Light up your world with possibilities with the right light for mood,
intensity and dimension.
Lighting should be considered as more than a source for illumination. The purpose of lighting is to increase the intensity of the light level so that it matches depth of field standards as well as equipment. Beyond that, lighting also provides dimension and depth.
When selecting lighting components you should consider how you would use lighting. For example, do you plan to use lighting to record events such as a wedding? Do you plan to shoot people or products? Will you shoot indoors or outdoors -- or both? A light kit allows you to use a variety of light sources instead of relying on the on-camera light that came equipped with your camcorder. A light kit contains two or more lights, diffusers, stands, clamps and color correction gels that allow you to produce lighting. This buyer's guide should help you determine which features best apply to your light needs and we'll look at reflectors and diffusers and identify their unique features.
Since manufacturers produce standardized lamp types, you should look at the key features such as versatility and functionality. Some points to consider when shopping for a light kit include:
Lamp Type, Selection, and Quality
The lamp is the heart of the lighting system, because it determines the smoothness, intensity and coloration of an image as well as the life of a battery. Be sure to check the wattage, voltage and color temperature in the lamps that are specific to your needs. Wattage is nothing more than the amount of power the light uses. Even if a light uses a high level of power, it doesn't mean that the lighting is efficient. A high efficiency light allows a 20-30 percent lower wattage lamp to achieve the same light levels produced by less efficient lighting.
Scrims -- A scrim is a metal screen that you can place on the front of the lighting instrument to decrease the intensity of the light. Scrims come in various densities that enable you to control how much you want to decrease the intensity of the light.
Filter Frames -- Filter frames are sometimes built into the front of a lighting fixture but can also be a separate stand-mounted accessory. Filter frames typically hold scrims or diffusers to soften light or colored gels to alter the light's color.
Carrying case -- A carrying case is used to safely store and transport lighting and other essential components. A light kit should be stored and transported in a well-organized case that is portable as well as reasonably lightweight.
Gels -- Gels are the artistic tools of the trade. Every light kit should have color correction gels, diffusion gels, and neutral density gels for reducing the intensity of the light coming from your instruments and some deep color gels for use in adding color to the background or the surfaces of objects in the scene.
Umbrella -- An umbrella can turn a small, intense reflector spot into a soft eye-pleasing light. When you shine the light through or bounce it off the umbrella, it spreads out the light and decreases its intensity.

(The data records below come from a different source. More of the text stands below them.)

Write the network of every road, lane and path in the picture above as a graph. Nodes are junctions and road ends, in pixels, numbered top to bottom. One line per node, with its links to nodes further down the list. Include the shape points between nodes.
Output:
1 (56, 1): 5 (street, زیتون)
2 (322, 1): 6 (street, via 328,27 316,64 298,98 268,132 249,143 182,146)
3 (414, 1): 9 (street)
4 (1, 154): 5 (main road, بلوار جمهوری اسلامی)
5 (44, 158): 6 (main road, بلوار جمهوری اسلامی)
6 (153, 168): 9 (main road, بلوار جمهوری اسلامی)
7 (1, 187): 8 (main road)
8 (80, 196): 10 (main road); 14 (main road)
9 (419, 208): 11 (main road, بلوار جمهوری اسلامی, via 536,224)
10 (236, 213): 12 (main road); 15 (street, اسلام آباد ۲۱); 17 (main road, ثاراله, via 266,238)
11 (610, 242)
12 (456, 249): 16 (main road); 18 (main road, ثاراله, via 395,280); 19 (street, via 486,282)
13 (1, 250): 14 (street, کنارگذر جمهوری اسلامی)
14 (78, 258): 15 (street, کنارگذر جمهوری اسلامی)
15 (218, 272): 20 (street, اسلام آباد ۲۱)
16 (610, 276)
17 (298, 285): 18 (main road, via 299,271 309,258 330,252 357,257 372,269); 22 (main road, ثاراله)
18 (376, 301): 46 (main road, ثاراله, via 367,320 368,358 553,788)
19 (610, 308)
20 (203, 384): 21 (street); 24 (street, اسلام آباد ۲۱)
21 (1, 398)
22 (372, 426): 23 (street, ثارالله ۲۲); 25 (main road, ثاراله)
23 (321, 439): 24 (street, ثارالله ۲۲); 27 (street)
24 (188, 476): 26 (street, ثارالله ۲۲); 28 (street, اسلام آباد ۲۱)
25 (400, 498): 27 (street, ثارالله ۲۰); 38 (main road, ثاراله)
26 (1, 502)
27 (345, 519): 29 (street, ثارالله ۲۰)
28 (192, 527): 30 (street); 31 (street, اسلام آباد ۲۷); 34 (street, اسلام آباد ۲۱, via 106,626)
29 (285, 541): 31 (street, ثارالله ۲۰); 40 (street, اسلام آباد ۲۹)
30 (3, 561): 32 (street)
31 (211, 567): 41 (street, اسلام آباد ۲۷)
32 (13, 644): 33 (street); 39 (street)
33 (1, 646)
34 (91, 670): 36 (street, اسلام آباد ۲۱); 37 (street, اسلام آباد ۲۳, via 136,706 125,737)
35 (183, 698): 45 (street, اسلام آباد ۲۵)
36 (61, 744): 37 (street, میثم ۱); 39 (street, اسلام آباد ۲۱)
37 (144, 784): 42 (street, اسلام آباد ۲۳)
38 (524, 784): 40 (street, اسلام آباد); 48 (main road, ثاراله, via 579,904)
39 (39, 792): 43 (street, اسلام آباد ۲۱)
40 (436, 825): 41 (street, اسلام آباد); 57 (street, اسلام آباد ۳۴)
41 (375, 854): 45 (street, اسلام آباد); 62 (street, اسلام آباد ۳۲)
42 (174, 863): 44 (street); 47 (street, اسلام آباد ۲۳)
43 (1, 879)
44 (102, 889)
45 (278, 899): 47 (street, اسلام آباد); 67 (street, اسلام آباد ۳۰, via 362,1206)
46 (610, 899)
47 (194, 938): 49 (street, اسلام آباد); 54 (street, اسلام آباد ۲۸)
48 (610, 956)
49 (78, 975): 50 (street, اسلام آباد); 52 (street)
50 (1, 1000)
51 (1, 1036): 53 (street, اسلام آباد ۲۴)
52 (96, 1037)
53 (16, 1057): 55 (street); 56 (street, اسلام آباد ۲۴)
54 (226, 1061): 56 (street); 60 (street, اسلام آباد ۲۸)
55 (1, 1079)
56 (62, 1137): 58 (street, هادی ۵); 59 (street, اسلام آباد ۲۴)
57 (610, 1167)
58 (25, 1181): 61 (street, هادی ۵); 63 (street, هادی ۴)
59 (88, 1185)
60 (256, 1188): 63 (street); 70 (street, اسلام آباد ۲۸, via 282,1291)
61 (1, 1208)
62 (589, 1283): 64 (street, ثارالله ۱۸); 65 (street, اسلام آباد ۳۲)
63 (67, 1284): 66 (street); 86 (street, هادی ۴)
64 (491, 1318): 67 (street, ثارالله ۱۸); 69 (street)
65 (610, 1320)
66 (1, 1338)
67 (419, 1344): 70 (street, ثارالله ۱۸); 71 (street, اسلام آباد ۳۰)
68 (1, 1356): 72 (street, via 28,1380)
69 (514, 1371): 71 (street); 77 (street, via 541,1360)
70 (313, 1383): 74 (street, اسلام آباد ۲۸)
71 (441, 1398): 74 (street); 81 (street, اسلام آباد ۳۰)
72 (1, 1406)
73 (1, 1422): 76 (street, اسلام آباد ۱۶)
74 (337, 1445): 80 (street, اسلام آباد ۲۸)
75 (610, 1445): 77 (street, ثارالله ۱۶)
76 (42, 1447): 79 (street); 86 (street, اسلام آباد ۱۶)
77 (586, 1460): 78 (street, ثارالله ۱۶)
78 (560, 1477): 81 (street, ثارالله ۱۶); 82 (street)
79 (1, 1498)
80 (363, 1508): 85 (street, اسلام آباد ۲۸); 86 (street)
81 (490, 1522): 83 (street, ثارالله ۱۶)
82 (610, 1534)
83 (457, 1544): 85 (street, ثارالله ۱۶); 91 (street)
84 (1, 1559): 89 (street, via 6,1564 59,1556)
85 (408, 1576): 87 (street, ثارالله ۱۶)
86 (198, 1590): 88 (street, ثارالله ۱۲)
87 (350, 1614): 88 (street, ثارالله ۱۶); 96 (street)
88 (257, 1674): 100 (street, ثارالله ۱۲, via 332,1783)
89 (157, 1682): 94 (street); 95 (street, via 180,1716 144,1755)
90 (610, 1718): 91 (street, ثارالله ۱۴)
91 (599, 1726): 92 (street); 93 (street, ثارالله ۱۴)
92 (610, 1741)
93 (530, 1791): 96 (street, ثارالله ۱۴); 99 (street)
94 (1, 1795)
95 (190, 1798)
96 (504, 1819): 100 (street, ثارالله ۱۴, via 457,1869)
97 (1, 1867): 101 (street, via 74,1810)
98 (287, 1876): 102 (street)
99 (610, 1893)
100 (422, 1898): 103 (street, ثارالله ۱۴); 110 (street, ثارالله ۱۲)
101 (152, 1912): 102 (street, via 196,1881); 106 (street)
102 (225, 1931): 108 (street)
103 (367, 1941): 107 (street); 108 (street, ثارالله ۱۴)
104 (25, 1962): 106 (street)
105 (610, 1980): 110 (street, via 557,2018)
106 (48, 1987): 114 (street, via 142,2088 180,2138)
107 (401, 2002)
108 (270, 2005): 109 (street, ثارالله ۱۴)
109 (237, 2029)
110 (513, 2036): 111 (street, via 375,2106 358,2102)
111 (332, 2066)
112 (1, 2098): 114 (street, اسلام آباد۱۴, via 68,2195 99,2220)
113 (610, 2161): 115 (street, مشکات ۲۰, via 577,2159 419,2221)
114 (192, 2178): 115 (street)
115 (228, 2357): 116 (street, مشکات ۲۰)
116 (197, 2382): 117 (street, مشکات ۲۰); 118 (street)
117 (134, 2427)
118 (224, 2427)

Softboxes -- A softbox, like an umbrella, can turn a small, intense spot into a large, soft light. A softbox produces a light that is more even and softer than an umbrella, making it ideal for lighting faces.
Incandescent -- The incandescent or tungsten bulb is just like the bulb in your living room lamp. It burns with a yellow/orange light. Lights with this type of bulb are inexpensive, have a short burn life, relatively low wattage, and don't produce bright light.
Halogen -- The halogen or quartz lamp is the most prevalent light source used in video. This type of bulb burns hot and bright and comes in high wattages. The halogen is economical because it has a long burn life. However, it generates intense heat and uses much power.
Fluorescent -- This tube has become widely used in the industry in recent years. This type of light emits little heat, uses significantly less power than incandescent or halogen and provides soft, even lighting.
Reflectors and Diffusers
There are various tools that videographers can use to expand the lighting possibilities, including reflectors and diffusers. Reflectors and diffusers vary in size, shape and color -- depending on the needs of a videographer. Large reflectors or diffusers are more costly as well as more of a challenge to manage, especially when filming outdoors with gusty winds. Smaller reflectors and diffusers should be positioned closer to a subject than larger reflectors. You should consider how the shape would affect your ability to experiment with lighting. For example, round reflectors collapse for convenient storage and portability. In contrast, square reflectors are rigid, while rectangular reflectors and diffusers may offer more flexibility with lighting than round reflectors and diffusers.
Reflectors come in white, silver and gold. A white reflector will reflect a diffused, pleasing white light. This kind of reflector functions nicely as a fill light. A silver reflector can create a sharper, brighter light. In contrast, a silver reflector is ideal for reflecting light from a lamp. Gold reflectors work well outdoors, reflecting sunlight quite effectively.